Log analysis is an important
technique in the knowledge base editor's toolkit. But what is it? What
are its benefits and limitations? How does it work? This article provides
answers to these questions and discusses our use of logs at the Montague
Institute. In a companion article,
John Morelli describes his experiences with file and web logs.
What is "log analysis?" Log analysis is the process of analyzing data
about online user behavior -- e.g. date/time of access, tasks performed,
and any errors encountered. Logs are produced automatically by many kinds
of programs -- the operating system (e.g. Windows 2000), a web server
(e.g. Apache), a search engine (e.g. Inktomi) or a database (e.g. Oracle).
In some cases, editors can dictate what information is logged, how it's
formatted, and what time period each covers.

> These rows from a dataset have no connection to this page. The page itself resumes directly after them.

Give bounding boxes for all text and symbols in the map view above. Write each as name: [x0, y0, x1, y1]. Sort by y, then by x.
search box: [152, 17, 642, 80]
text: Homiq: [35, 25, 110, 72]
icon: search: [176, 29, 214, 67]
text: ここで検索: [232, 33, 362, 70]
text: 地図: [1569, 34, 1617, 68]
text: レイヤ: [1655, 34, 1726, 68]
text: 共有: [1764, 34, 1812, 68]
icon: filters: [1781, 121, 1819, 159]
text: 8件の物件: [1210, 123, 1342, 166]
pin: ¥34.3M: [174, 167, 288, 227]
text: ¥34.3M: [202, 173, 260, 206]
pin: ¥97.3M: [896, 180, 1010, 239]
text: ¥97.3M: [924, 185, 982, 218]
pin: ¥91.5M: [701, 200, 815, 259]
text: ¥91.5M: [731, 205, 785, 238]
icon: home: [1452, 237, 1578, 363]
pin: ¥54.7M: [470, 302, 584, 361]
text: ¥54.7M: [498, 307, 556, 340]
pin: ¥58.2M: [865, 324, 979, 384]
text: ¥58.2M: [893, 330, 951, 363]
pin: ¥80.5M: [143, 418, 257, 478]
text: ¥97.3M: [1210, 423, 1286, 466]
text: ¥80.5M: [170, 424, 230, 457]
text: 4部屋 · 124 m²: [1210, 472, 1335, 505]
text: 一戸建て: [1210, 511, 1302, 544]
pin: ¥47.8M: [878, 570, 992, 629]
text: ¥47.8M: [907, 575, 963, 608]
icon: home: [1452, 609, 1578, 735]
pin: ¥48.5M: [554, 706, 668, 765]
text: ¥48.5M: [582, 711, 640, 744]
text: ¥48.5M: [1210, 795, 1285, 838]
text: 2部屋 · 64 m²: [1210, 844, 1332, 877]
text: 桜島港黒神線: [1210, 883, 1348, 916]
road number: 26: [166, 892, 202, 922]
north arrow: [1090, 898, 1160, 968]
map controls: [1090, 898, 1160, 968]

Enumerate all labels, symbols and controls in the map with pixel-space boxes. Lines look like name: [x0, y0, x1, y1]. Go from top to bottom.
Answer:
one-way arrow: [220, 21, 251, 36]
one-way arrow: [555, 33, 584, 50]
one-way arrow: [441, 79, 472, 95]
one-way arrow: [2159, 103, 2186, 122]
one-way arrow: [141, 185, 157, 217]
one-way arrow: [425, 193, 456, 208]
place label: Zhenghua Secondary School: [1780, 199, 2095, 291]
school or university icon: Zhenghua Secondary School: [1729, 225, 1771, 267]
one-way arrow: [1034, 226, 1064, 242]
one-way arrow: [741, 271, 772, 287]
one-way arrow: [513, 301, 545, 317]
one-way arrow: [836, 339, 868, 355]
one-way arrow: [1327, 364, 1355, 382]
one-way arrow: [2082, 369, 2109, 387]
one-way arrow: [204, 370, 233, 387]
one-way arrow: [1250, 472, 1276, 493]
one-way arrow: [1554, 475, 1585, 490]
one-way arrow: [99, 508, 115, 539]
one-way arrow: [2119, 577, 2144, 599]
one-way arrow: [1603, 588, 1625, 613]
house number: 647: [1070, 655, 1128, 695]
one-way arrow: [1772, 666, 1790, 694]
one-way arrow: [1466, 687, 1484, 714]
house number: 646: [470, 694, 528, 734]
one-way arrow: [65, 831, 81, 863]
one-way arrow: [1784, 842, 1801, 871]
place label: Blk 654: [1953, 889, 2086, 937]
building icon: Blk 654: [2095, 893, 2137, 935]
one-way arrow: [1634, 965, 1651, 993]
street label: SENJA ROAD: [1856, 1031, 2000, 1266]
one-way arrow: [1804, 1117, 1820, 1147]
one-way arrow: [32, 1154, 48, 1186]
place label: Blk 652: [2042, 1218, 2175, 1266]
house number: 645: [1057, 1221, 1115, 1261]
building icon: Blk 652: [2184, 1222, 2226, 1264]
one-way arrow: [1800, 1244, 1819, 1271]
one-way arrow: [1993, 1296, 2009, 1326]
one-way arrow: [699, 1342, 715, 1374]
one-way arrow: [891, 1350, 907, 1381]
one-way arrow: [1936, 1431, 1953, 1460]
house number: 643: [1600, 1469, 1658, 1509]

To be useful for analysis, log data must be sorted
and summarized. The least expensive, most versatile tool for this purpose
is a spreadsheet program like Microsoft Excel, but specialized tools are
also available (for a comparison chart, see "Automated
Monitoring of Customer Access").
What can you learn from logs? Some of the things you can learn from logs are:
Which applications (i.e. word processing,
e-mail, fax) do people use most often?
Which articles on your web site are most popular?
Which articles have been accessed by a specific
user?
What are the top 20 words are phrases that
people use to search your web site or database?
What kinds of errors have users encountered?
Are unauthorized users accessing your data?
What sequence of actions do users perform
in the course of a research project?